*Activity:* Would you please restate the data exactly as it stands, apart from the pictures?

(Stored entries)

---*---

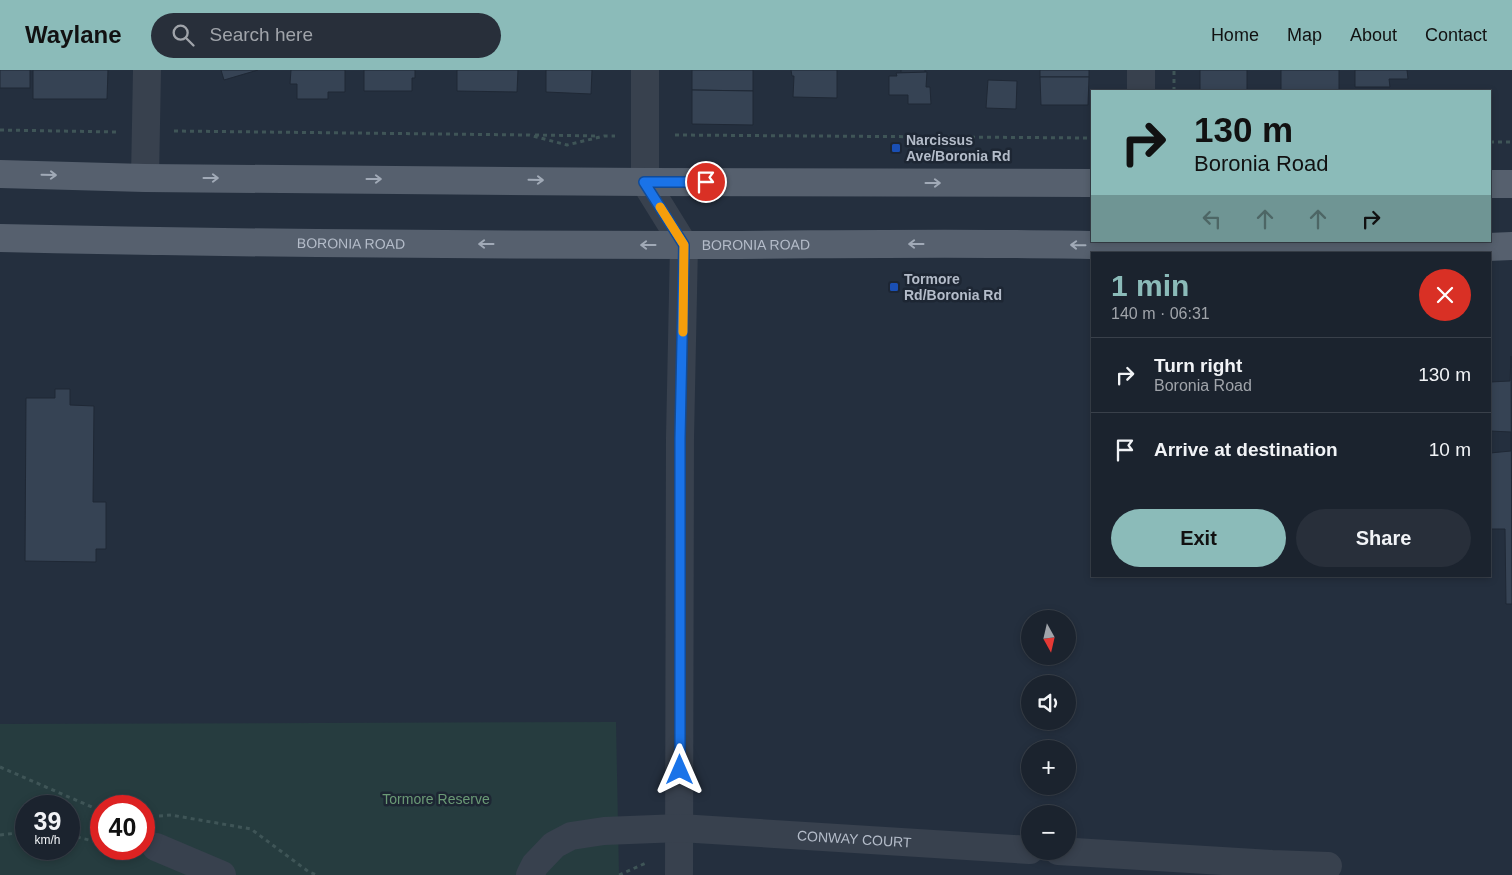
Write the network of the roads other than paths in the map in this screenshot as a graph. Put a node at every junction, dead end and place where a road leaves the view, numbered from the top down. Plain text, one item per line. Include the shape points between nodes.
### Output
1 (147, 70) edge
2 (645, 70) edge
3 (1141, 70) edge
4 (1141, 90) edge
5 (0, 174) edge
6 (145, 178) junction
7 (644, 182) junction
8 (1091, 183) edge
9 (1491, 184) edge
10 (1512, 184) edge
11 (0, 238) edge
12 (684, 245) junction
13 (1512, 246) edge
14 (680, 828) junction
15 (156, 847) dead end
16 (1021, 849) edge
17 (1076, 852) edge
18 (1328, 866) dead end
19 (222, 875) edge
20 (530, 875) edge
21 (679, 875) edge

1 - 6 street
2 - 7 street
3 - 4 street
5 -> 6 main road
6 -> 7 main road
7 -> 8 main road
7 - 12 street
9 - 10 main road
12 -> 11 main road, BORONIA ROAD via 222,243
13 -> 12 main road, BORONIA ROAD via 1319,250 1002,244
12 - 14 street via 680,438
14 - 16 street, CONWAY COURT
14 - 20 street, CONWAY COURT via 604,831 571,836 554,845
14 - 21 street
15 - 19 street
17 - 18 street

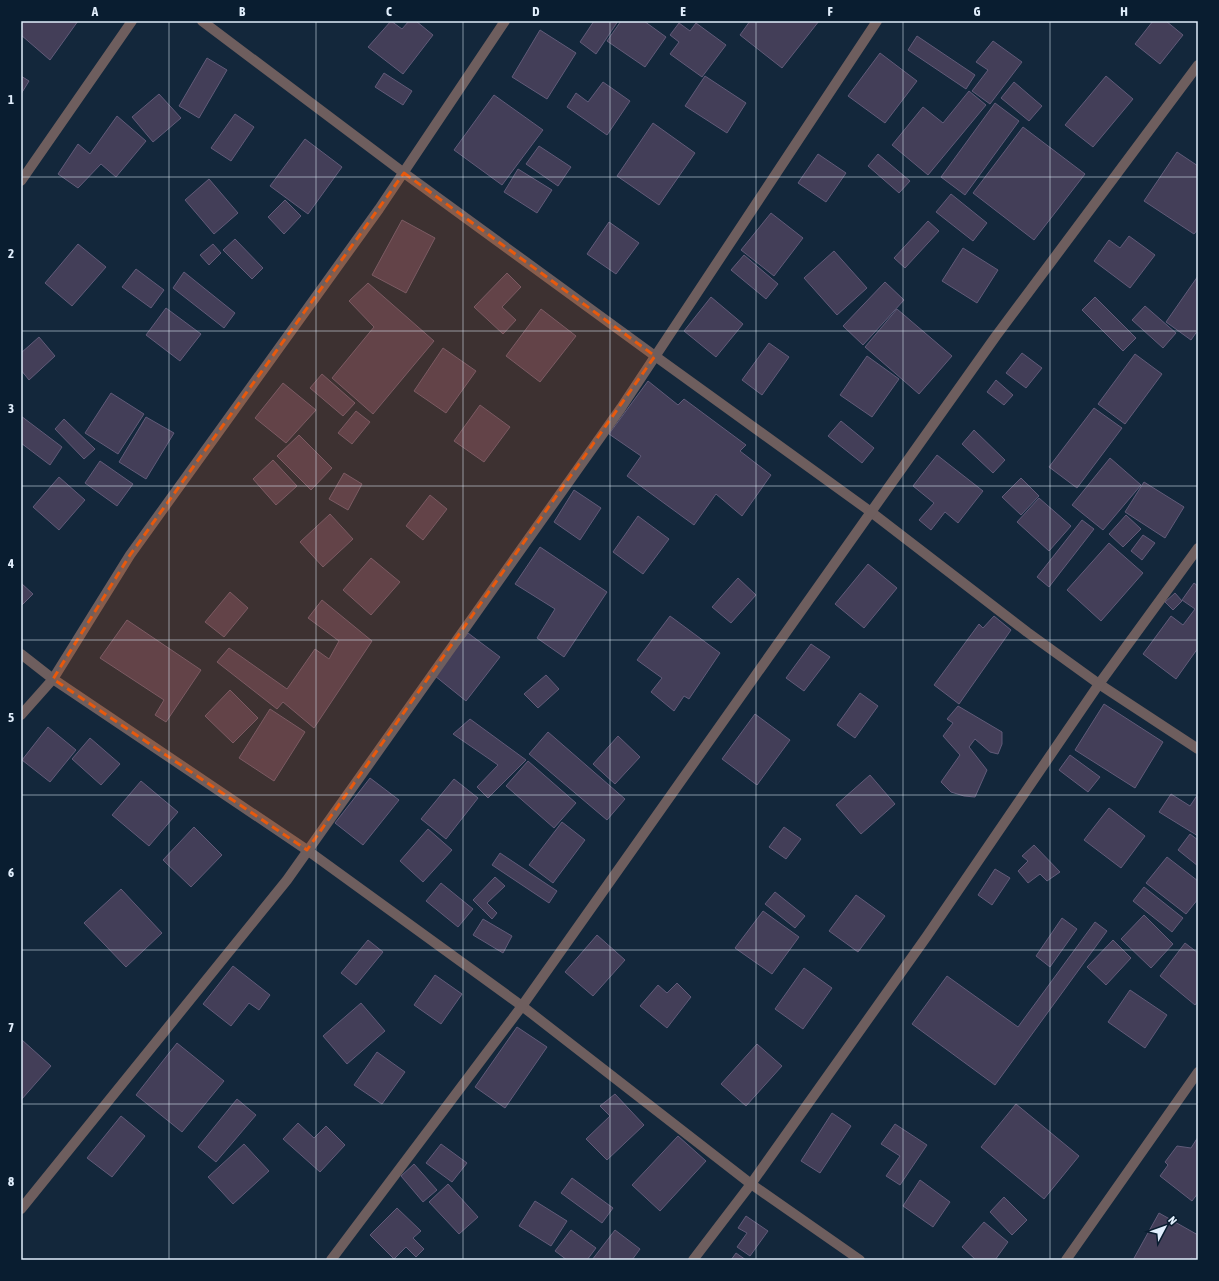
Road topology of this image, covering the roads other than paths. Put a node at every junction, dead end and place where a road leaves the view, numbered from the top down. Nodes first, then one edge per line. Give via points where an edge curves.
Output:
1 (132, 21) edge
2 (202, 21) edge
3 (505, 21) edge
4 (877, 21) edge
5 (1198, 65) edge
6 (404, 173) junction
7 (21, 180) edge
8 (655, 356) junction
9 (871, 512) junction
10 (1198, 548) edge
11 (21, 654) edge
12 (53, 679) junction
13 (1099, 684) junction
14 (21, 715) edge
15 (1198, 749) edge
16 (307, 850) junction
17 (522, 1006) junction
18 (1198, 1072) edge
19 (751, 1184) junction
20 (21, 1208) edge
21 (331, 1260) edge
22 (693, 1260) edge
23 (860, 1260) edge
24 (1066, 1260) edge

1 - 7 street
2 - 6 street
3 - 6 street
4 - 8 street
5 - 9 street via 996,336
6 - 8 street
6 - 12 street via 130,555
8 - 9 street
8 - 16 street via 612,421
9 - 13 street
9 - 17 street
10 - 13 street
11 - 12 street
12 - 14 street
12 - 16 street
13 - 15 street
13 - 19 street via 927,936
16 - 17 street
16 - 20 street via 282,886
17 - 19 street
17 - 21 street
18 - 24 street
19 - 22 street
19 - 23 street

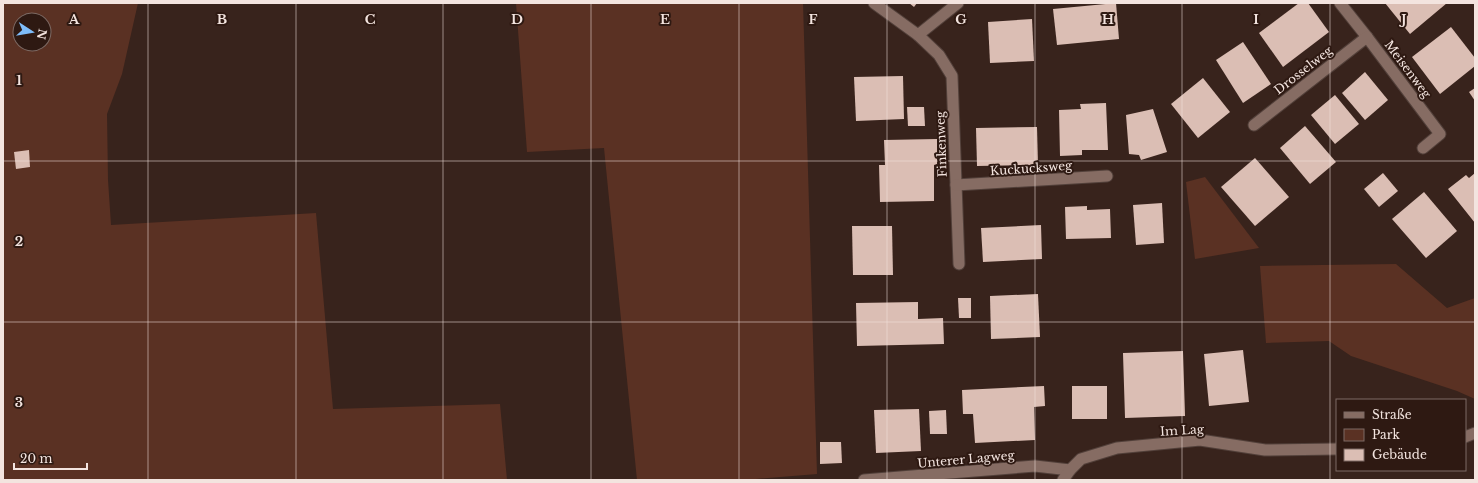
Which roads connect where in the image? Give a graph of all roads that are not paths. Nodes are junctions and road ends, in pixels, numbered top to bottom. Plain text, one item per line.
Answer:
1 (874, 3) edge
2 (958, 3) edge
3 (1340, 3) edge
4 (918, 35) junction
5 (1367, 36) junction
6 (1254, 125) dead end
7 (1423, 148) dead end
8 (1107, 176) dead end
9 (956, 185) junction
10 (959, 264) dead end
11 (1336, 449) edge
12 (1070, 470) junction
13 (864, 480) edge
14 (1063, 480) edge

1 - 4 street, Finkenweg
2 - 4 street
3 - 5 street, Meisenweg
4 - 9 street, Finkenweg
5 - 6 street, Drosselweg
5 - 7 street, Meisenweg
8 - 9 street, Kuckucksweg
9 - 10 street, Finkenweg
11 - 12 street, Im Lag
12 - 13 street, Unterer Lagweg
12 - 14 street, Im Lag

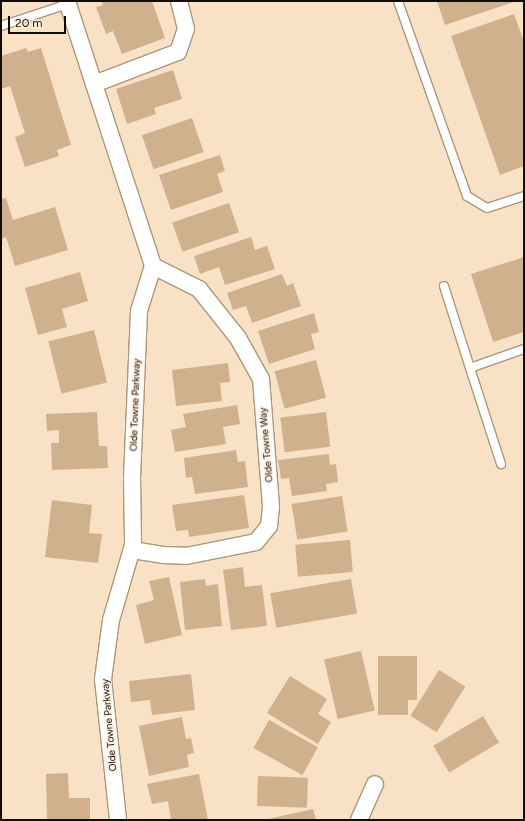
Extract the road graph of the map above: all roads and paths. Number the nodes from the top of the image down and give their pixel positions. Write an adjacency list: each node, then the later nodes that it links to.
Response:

---*---

*Exercise response:*
Write the network of the roads other than paths in the map in this screenshot as a graph. Put a node at every junction, dead end and place where a road leaves the view, numbered from the top down. Plain text, one item per line. Include the shape points between nodes.
### Output
1 (147, 70) edge
2 (645, 70) edge
3 (1141, 70) edge
4 (1141, 90) edge
5 (0, 174) edge
6 (145, 178) junction
7 (644, 182) junction
8 (1091, 183) edge
9 (1491, 184) edge
10 (1512, 184) edge
11 (0, 238) edge
12 (684, 245) junction
13 (1512, 246) edge
14 (680, 828) junction
15 (156, 847) dead end
16 (1021, 849) edge
17 (1076, 852) edge
18 (1328, 866) dead end
19 (222, 875) edge
20 (530, 875) edge
21 (679, 875) edge

1 - 6 street
2 - 7 street
3 - 4 street
5 -> 6 main road
6 -> 7 main road
7 -> 8 main road
7 - 12 street
9 - 10 main road
12 -> 11 main road, BORONIA ROAD via 222,243
13 -> 12 main road, BORONIA ROAD via 1319,250 1002,244
12 - 14 street via 680,438
14 - 16 street, CONWAY COURT
14 - 20 street, CONWAY COURT via 604,831 571,836 554,845
14 - 21 street
15 - 19 street
17 - 18 street

Road topology of this image, covering the roads other than paths. Put a node at every junction, dead end and place where a road leaves the view, numbered from the top down. Nodes first, then one edge per line. Give via points where an edge curves.
Output:
1 (132, 21) edge
2 (202, 21) edge
3 (505, 21) edge
4 (877, 21) edge
5 (1198, 65) edge
6 (404, 173) junction
7 (21, 180) edge
8 (655, 356) junction
9 (871, 512) junction
10 (1198, 548) edge
11 (21, 654) edge
12 (53, 679) junction
13 (1099, 684) junction
14 (21, 715) edge
15 (1198, 749) edge
16 (307, 850) junction
17 (522, 1006) junction
18 (1198, 1072) edge
19 (751, 1184) junction
20 (21, 1208) edge
21 (331, 1260) edge
22 (693, 1260) edge
23 (860, 1260) edge
24 (1066, 1260) edge

1 - 7 street
2 - 6 street
3 - 6 street
4 - 8 street
5 - 9 street via 996,336
6 - 8 street
6 - 12 street via 130,555
8 - 9 street
8 - 16 street via 612,421
9 - 13 street
9 - 17 street
10 - 13 street
11 - 12 street
12 - 14 street
12 - 16 street
13 - 15 street
13 - 19 street via 927,936
16 - 17 street
16 - 20 street via 282,886
17 - 19 street
17 - 21 street
18 - 24 street
19 - 22 street
19 - 23 street

Which roads connect where in the image? Give a graph of all roads that are not paths. Nodes are junctions and road ends, in pixels, numbered top to bottom. Plain text, one item per line.
Answer:
1 (874, 3) edge
2 (958, 3) edge
3 (1340, 3) edge
4 (918, 35) junction
5 (1367, 36) junction
6 (1254, 125) dead end
7 (1423, 148) dead end
8 (1107, 176) dead end
9 (956, 185) junction
10 (959, 264) dead end
11 (1336, 449) edge
12 (1070, 470) junction
13 (864, 480) edge
14 (1063, 480) edge

1 - 4 street, Finkenweg
2 - 4 street
3 - 5 street, Meisenweg
4 - 9 street, Finkenweg
5 - 6 street, Drosselweg
5 - 7 street, Meisenweg
8 - 9 street, Kuckucksweg
9 - 10 street, Finkenweg
11 - 12 street, Im Lag
12 - 13 street, Unterer Lagweg
12 - 14 street, Im Lag

Extract the road graph of the map above: all roads and paths. Number the nodes from the top of the image down and give their pixel positions. Write an adjacency list: each node, then the later nodes that it links to.
Response:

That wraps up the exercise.